We just moved our primary load balancer from an ancient Dell PowerApp
120 running Red Hat 7.3 to a newer Dell PowerEdge 750 running Fedora
Core 5. However, we're noticing something weird.
Was 7.3 with 2.4.x kernel?
Where before, we were seeing Active Connections in the 1-4 range even
during normal usage, we're now seeing them in the 12-16 range on
average. We've got the same weighting on the new server as we did on
the old.
Different Server system and most importantly, different software
configuration. IPVS between 2.4 and 2.6 (provided my assumption above
holds) has change significantly with regards to the ratio of
active/inactive connections.
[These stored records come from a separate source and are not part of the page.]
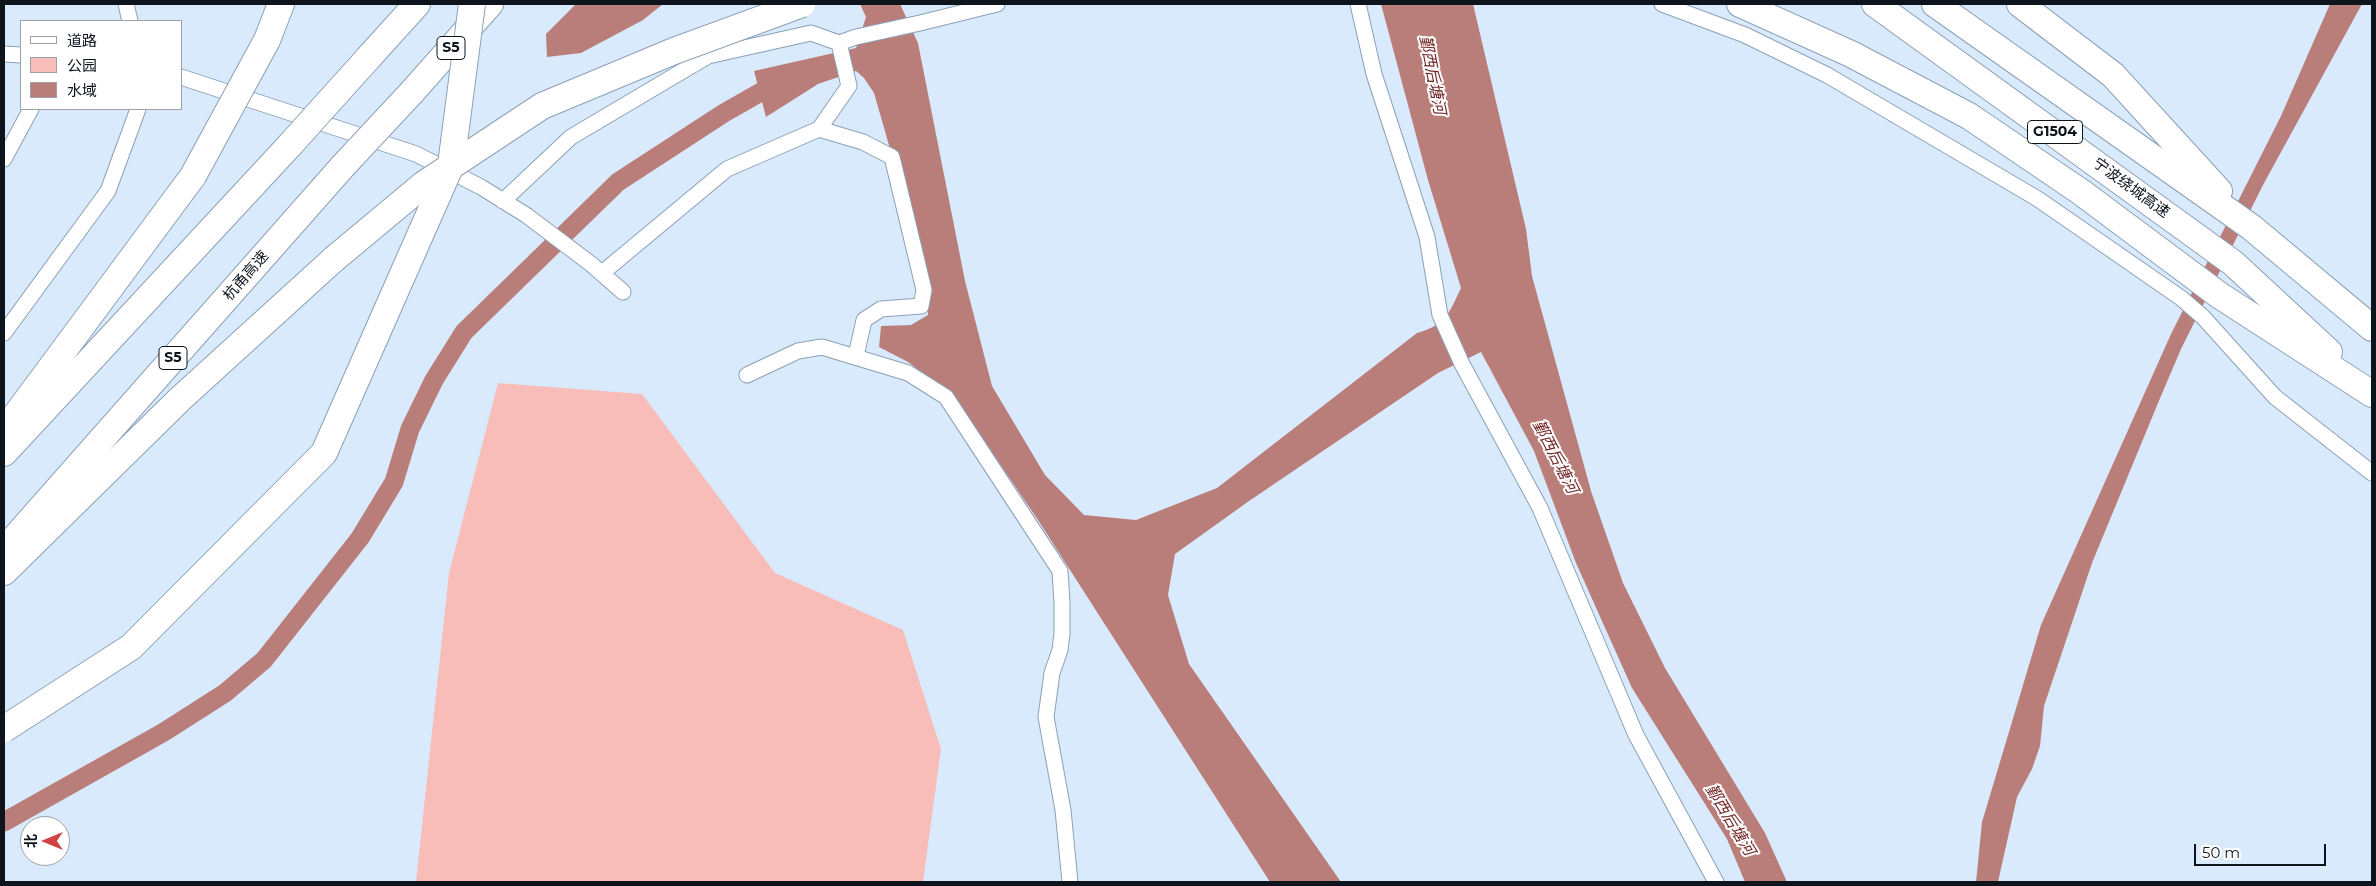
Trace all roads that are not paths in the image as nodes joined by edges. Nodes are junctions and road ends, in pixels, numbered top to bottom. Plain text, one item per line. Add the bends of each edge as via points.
1 (126, 4) edge
2 (281, 4) edge
3 (416, 4) edge
4 (472, 4) edge
5 (490, 4) edge
6 (802, 4) edge
7 (997, 4) edge
8 (1358, 4) edge
9 (1662, 4) edge
10 (1740, 4) edge
11 (1875, 4) edge
12 (1935, 4) edge
13 (2020, 4) edge
14 (130, 20) edge
15 (839, 43) junction
16 (4, 54) edge
17 (20, 56) edge
18 (182, 77) edge
19 (30, 110) edge
20 (137, 111) edge
21 (819, 129) junction
22 (4, 159) edge
23 (503, 201) junction
24 (2251, 227) junction
25 (596, 268) junction
26 (623, 292) dead end
27 (2372, 328) edge
28 (4, 333) edge
29 (856, 356) junction
30 (748, 375) dead end
31 (2372, 392) edge
32 (4, 431) edge
33 (4, 453) edge
34 (2372, 473) edge
35 (4, 550) edge
36 (4, 572) edge
37 (4, 729) edge
38 (1070, 882) edge
39 (1716, 882) edge

1 - 14 street
2 - 32 highway, bridge via 267,40 193,176
3 - 33 highway, bridge
4 - 37 highway, bridge via 452,165 324,453 132,647
5 - 35 highway, 杭甬高速 / S5, bridge
6 - 36 highway, bridge via 674,51 542,106 424,184 334,259 180,399
7 - 15 street
8 - 39 street via 1374,74 1427,237 1440,315 1462,364 1540,508 1636,735
9 - 34 street via 1745,36 1827,75 2038,198 2181,298 2203,317 2275,396
10 - 31 highway via 1851,54 1969,116 2081,192 2219,295
11 - 31 highway, 宁波绕城高速 / G1504 via 2233,262
12 - 24 highway, G1504
13 - 24 highway via 2113,75
15 - 21 street via 849,86
15 - 23 street via 811,33 708,56 571,137
16 - 17 street
18 - 23 street via 416,154
19 - 22 street
20 - 28 street via 108,191
21 - 25 street via 727,169
21 - 29 street via 863,142 892,157 924,290 921,306 880,309 864,320
23 - 25 street
24 - 27 highway, G1504
25 - 26 street
29 - 30 street via 822,347 798,351
29 - 38 street via 908,373 946,397 1060,571 1062,634 1046,717 1063,810

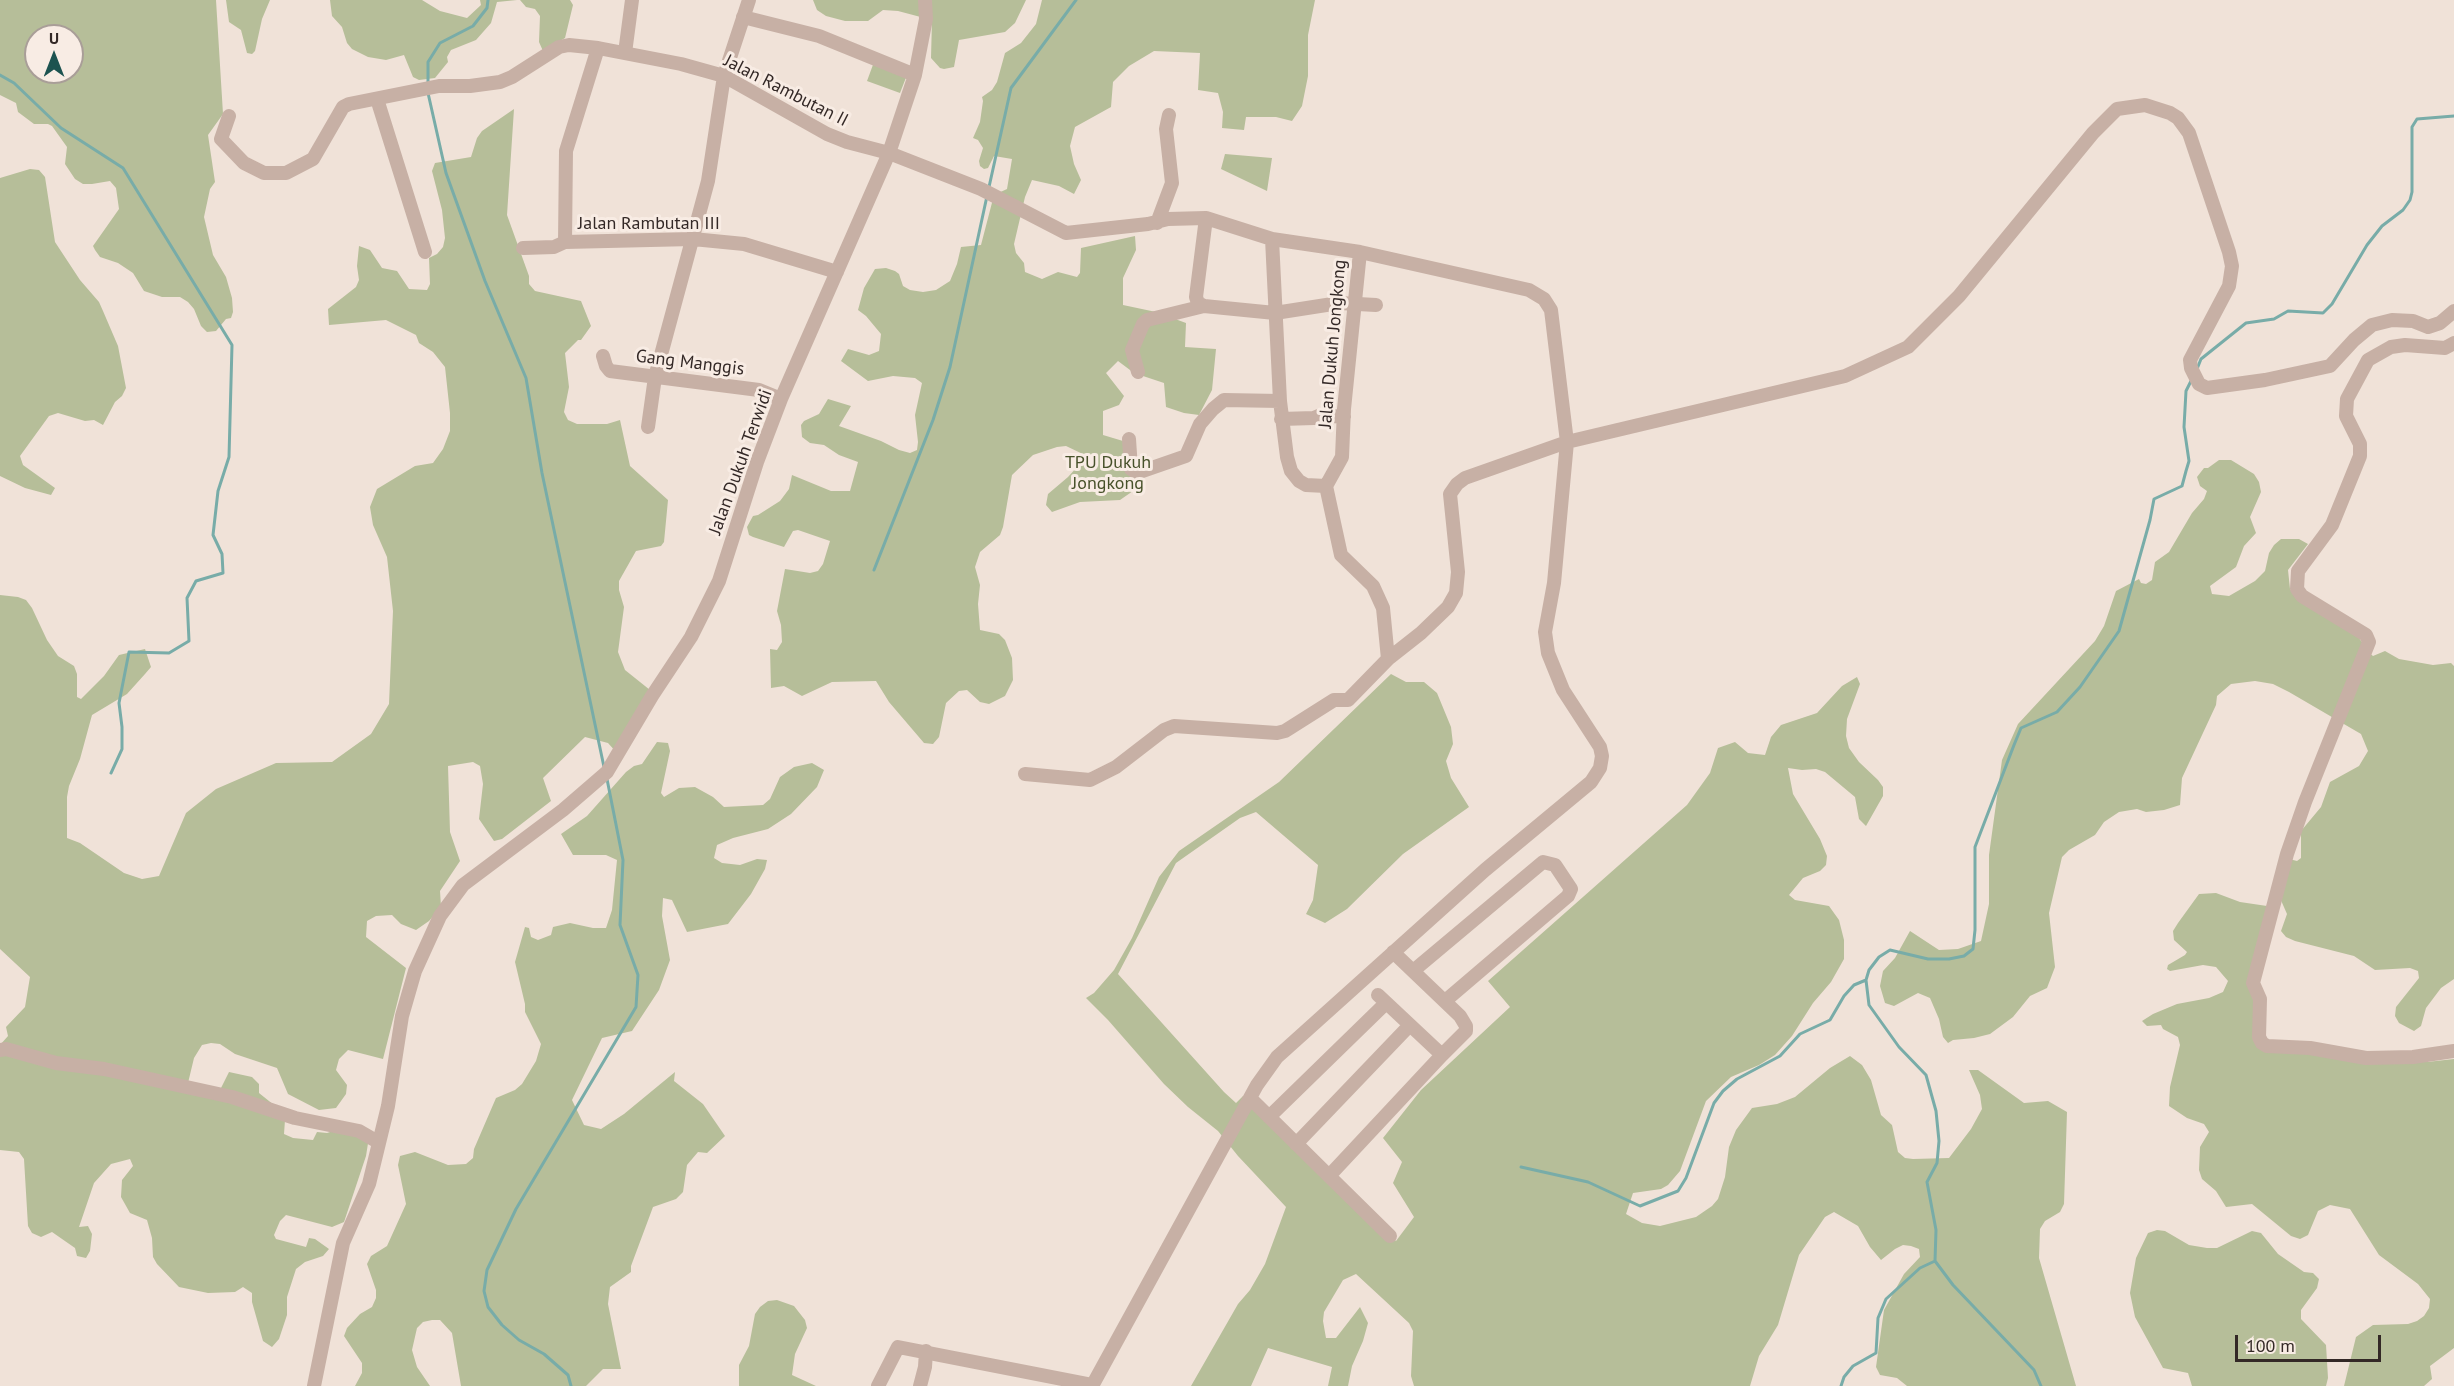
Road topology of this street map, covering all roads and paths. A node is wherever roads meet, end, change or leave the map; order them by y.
1 (632, 0) edge
2 (749, 0) edge
3 (925, 0) edge
4 (743, 17) junction
5 (598, 48) junction
6 (625, 53) junction
7 (915, 75) junction
8 (724, 76) junction
9 (377, 99) junction
10 (1169, 115) dead end
11 (229, 117) dead end
12 (889, 153) junction
13 (1206, 218) junction
14 (1157, 223) junction
15 (693, 238) junction
16 (1272, 238) junction
17 (565, 242) junction
18 (523, 248) dead end
19 (425, 252) dead end
20 (1360, 252) junction
21 (837, 272) junction
22 (1356, 304) junction
23 (1376, 305) dead end
24 (1204, 306) junction
25 (2454, 310) edge
26 (1275, 313) junction
27 (2454, 343) edge
28 (603, 356) dead end
29 (1138, 372) dead end
30 (655, 376) junction
31 (781, 399) junction
32 (1280, 401) junction
33 (1344, 417) junction
34 (1281, 419) junction
35 (648, 427) dead end
36 (1129, 439) dead end
37 (1567, 442) junction
38 (1326, 486) junction
39 (1388, 659) junction
40 (1025, 774) dead end
41 (1393, 952) junction
42 (1413, 971) junction
43 (1445, 1001) junction
44 (1410, 1025) junction
45 (0, 1050) edge
46 (2454, 1051) edge
47 (1442, 1055) junction
48 (1251, 1099) junction
49 (1269, 1118) junction
50 (378, 1142) junction
51 (1296, 1144) junction
52 (1329, 1176) junction
53 (1390, 1236) dead end
54 (926, 1351) junction
55 (314, 1386) edge
56 (878, 1386) edge
57 (920, 1386) edge
58 (1092, 1386) edge

1 - 6 street
2 - 4 street
3 - 7 street, Jalan Dukuh Terwidi
4 - 7 street
4 - 8 street
5 - 6 street, Jalan Rambutan II
5 - 9 street, Jalan Rambutan II
5 - 17 street
6 - 8 street, Jalan Rambutan II
7 - 12 street, Jalan Dukuh Terwidi
8 - 12 street, Jalan Rambutan II
8 - 15 street
9 - 11 street
9 - 19 street
10 - 14 street
12 - 14 street, Jalan Dukuh Jongkong
12 - 21 street, Jalan Dukuh Terwidi
13 - 14 street, Jalan Dukuh Jongkong
13 - 16 street, Jalan Dukuh Jongkong
13 - 24 street
15 - 17 street, Jalan Rambutan III
15 - 21 street, Jalan Rambutan III
15 - 30 street
16 - 20 street, Jalan Dukuh Jongkong
16 - 26 street
17 - 18 street, Jalan Rambutan III
20 - 22 street, Jalan Dukuh Jongkong
20 - 37 street
21 - 31 street, Jalan Dukuh Terwidi
22 - 23 street
22 - 26 street
22 - 33 street, Jalan Dukuh Jongkong
24 - 26 street
24 - 29 street
25 - 37 street
26 - 32 street
27 - 46 street
28 - 30 street, Gang Manggis
30 - 31 street, Gang Manggis
30 - 35 street
31 - 50 street, Jalan Dukuh Terwidi
32 - 34 street
32 - 36 street
33 - 34 street
33 - 38 street, Jalan Dukuh Jongkong
34 - 38 street
37 - 39 street
37 - 41 street
38 - 39 street
39 - 40 street
41 - 42 street
41 - 48 street
42 - 43 street
42 - 43 street
43 - 47 street
44 - 47 street
44 - 49 street
44 - 51 street
45 - 50 street
47 - 52 street
48 - 49 street
48 - 58 street
49 - 51 street
50 - 55 street, Jalan Dukuh Terwidi
51 - 52 street
52 - 53 street
54 - 56 street
54 - 57 street
54 - 58 street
We've seen that in our rrdtool/MRTG graphs
as well.
Does anyone have any ideas why we might be seeing such a jump on this
newer system?
Different kernel, where at least for the (w)LC scheduler the RS
calculation is done differently. On top of that, the TCP stack has
changed tunables and you hardware also behaves differently. The LVS
state transition timeouts are different between 2.4.x and 2.6.x kernels,
IIRC and so, for example if you're using LVS-DR, the active connection
to passive connection transition takes more time, thus yielding a
potentially higher amount of sessions in state active connection.
We'd need more information if you want to dig this phenomenon.